Les guerres qui ont frappé l’humanité depuis les époques anciennes trouvent leurs mobiles profonds dans des intentions maléfiques qui n’apprécient pas la beauté. Et la beauté parfaite ne se trouve dans aucun autre art que dans celui du théâtre. Car il est le récipient qui contient tous les beaux-arts. Celui qui ne savoure pas la beauté ne peut pas saisir la valeur de la vie ; et le théâtre est la vie.

Combien avons-nous besoin, aujourd’hui, de rejeter toutes les guerres absurdes, sous toutes leurs formes, et les divergences dogmatiques qui attisent, en l’absence d’un frein moral d’une conscience vivante, le spectacle des violences et des assassinats aveugles qui sont sur le point de submerger la planète entière, avec leur cortège de grandes inégalités entre une richesse excessive et une misère noire, entre les parties du monde sinistrées par des épidémies endémiques, ou pour s’attaquer aux problèmes de la désertification et de la sécheresse ! Tout ceci se passe en l’absence d’un dialogue authentique entre nous pour faire de ce monde dans lequel nous vivons ensemble, un endroit meilleur.

Amis du théâtre, une tempête se déchaîna sur notre planète par la violence d’un tourbillon fait de soupçon et de suspicion et elle menace de nous empêcher d’avoir une vision claire des choses.

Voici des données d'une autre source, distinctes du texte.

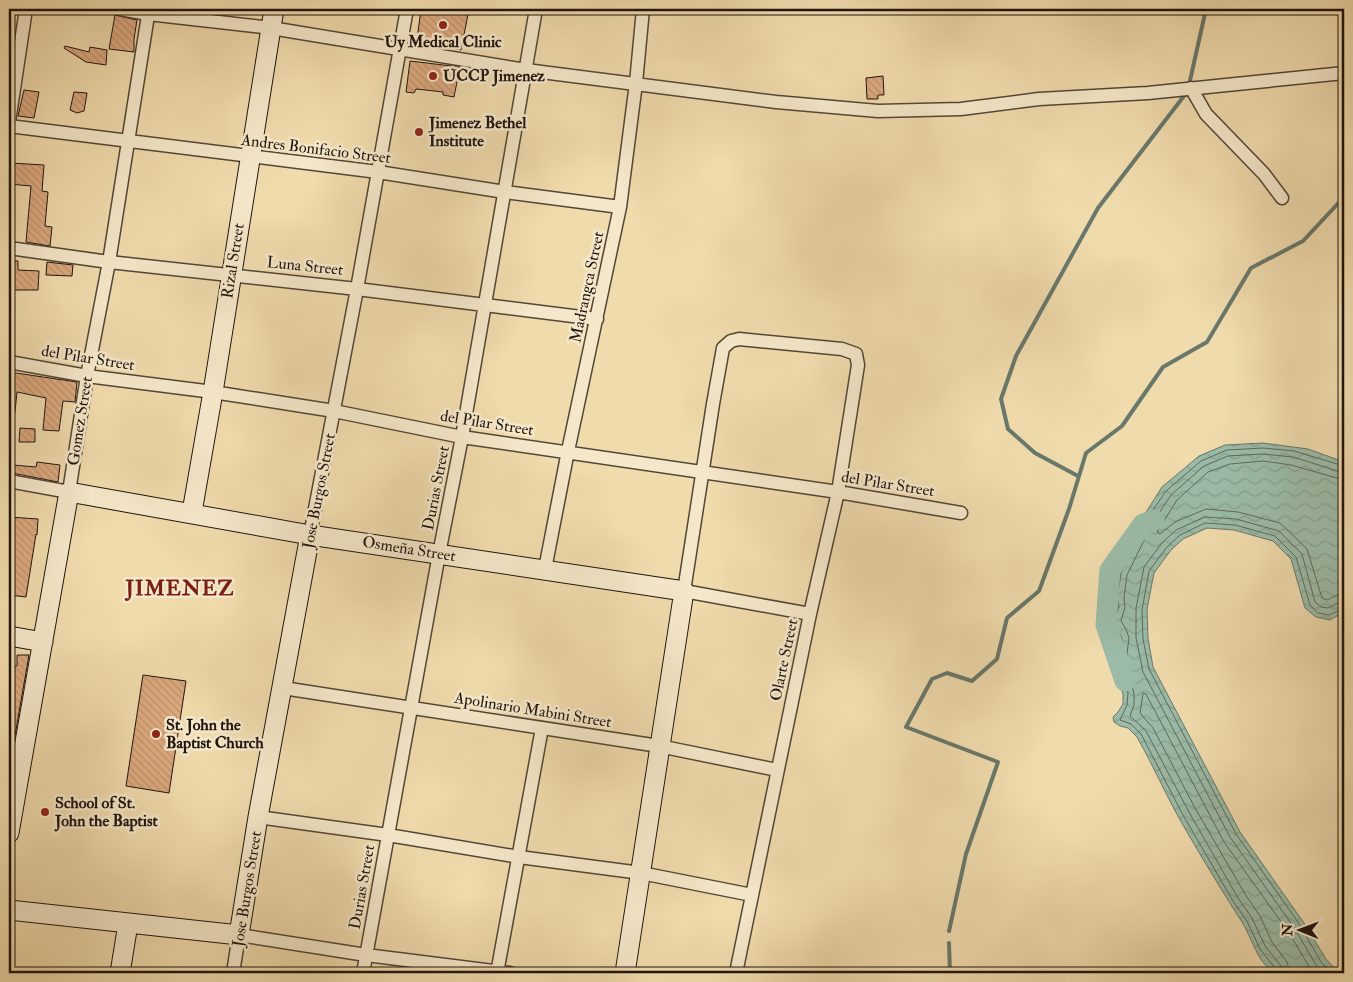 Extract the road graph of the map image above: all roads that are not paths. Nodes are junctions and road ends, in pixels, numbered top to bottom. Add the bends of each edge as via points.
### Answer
1 (26, 9) edge
2 (120, 9) edge
3 (274, 9) edge
4 (407, 9) edge
5 (536, 9) edge
6 (642, 9) edge
7 (148, 11) edge
8 (271, 28) junction
9 (400, 49) junction
10 (526, 70) junction
11 (1344, 73) edge
12 (636, 83) junction
13 (1190, 88) junction
14 (9, 124) edge
15 (128, 141) junction
16 (250, 157) junction
17 (378, 172) junction
18 (505, 192) junction
19 (1282, 198) dead end
20 (620, 207) junction
21 (9, 248) edge
22 (108, 262) junction
23 (231, 274) junction
24 (357, 288) junction
25 (486, 305) junction
26 (597, 319) junction
27 (9, 362) edge
28 (87, 376) junction
29 (213, 392) junction
30 (334, 411) junction
31 (462, 436) junction
32 (568, 451) junction
33 (702, 472) junction
34 (9, 481) edge
35 (69, 492) junction
36 (838, 492) junction
37 (192, 512) junction
38 (961, 513) dead end
39 (310, 535) junction
40 (439, 554) junction
41 (545, 569) junction
42 (684, 591) junction
43 (810, 614) junction
44 (9, 636) edge
45 (44, 642) junction
46 (283, 688) junction
47 (412, 708) junction
48 (542, 728) junction
49 (658, 746) junction
50 (777, 770) junction
51 (14, 783) edge
52 (258, 817) junction
53 (9, 833) edge
54 (388, 835) junction
55 (519, 857) junction
56 (641, 873) junction
57 (752, 895) junction
58 (9, 910) edge
59 (128, 924) junction
60 (239, 936) junction
61 (366, 955) junction
62 (502, 972) edge
63 (120, 973) edge
64 (233, 973) edge
65 (363, 973) edge
66 (625, 973) edge
67 (736, 973) edge

1 - 14 street
2 - 7 street
3 - 8 street, Rizal Street
4 - 9 street, Jose Burgos Street
5 - 10 street, Durias Street
6 - 12 street, Madrangca Street
7 - 8 street
7 - 15 street, Gomez Street
8 - 9 street
8 - 16 street, Rizal Street
9 - 10 street
9 - 17 street, Jose Burgos Street
10 - 12 street
10 - 18 street, Durias Street
11 - 13 street
12 - 13 street via 878,112 961,109 1039,99
12 - 20 street, Madrangca Street
13 - 19 street via 1206,114 1264,174
14 - 15 street, Andres Bonifacio Street
15 - 16 street, Andres Bonifacio Street
15 - 22 street, Gomez Street
16 - 17 street, Andres Bonifacio Street
16 - 23 street, Rizal Street
17 - 18 street, Andres Bonifacio Street
17 - 24 street, Jose Burgos Street
18 - 20 street, Andres Bonifacio Street
18 - 25 street, Durias Street
20 - 26 street, Madrangca Street
21 - 22 street, Luna Street
22 - 23 street, Luna Street
22 - 28 street, Gomez Street
23 - 24 street, Luna Street
23 - 29 street, Rizal Street
24 - 25 street, Luna Street
24 - 30 street, Jose Burgos Street
25 - 26 street, Luna Street
25 - 31 street, Durias Street
26 - 32 street, Madrangca Street
27 - 28 street, del Pilar Street
28 - 29 street, del Pilar Street
28 - 35 street, Gomez Street
29 - 30 street, del Pilar Street
29 - 37 street, Rizal Street
30 - 31 street, del Pilar Street
30 - 39 street, Jose Burgos Street
31 - 32 street, del Pilar Street
31 - 40 street, Durias Street
32 - 33 street, del Pilar Street
32 - 41 street, Madrangca Street
33 - 36 street, del Pilar Street
33 - 36 street, Olarte Street via 712,404 726,344 739,339 842,349 856,354 858,365
33 - 42 street
34 - 35 street, Osmeña Street
35 - 37 street, Osmeña Street
35 - 45 street, Gomez Street
36 - 38 street, del Pilar Street
36 - 43 street, Olarte Street
37 - 39 street, Osmeña Street
39 - 40 street, Osmeña Street
39 - 46 street, Jose Burgos Street
40 - 41 street, Osmeña Street
40 - 47 street, Durias Street
41 - 42 street, Osmeña Street
42 - 43 street, Osmeña Street
42 - 49 street
43 - 50 street, Olarte Street
44 - 45 street
45 - 51 street, Gomez Street
46 - 47 street, Apolinario Mabini Street
46 - 52 street, Jose Burgos Street
47 - 48 street, Apolinario Mabini Street
47 - 54 street, Durias Street
48 - 49 street, Apolinario Mabini Street
48 - 55 street
49 - 50 street, Apolinario Mabini Street
49 - 56 street
50 - 57 street, Olarte Street
51 - 53 street, Gomez Street
52 - 54 street
52 - 60 street, Jose Burgos Street
54 - 55 street
54 - 61 street, Durias Street
55 - 56 street
55 - 62 street
56 - 57 street
56 - 66 street
57 - 67 street, Olarte Street
58 - 59 street
59 - 60 street
59 - 63 street
60 - 61 street
60 - 64 street, Jose Burgos Street
61 - 62 street
61 - 65 street, Durias Street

Nos voix sont étouffées et n’atteignent pas les oreilles de chacun de nous à cause de la violence du tumulte qui s’élève autour de nous et de la division qui sépare les peuples. Cette tempête risque de nous dévoyer pour nous éloigner les uns des autres, si ce n’était le rôle du théâtre fondé essentiellement sur le dialogue. Nous devons donc nous opposer à ceux qui sonnent du clairon pour déclencher ces tempêtes, non afin de les détruire, mais pour nous éloigner de ces atmosphères polluées et pour consacrer nos efforts, par la communication, à l’établissement des relations d’amitié avec ceux qui prônent la fraternité entre les peuples. Nous sommes, en tant qu’êtres humains, voués à la disparition, tandis que le théâtre demeure tant que demeure la vie.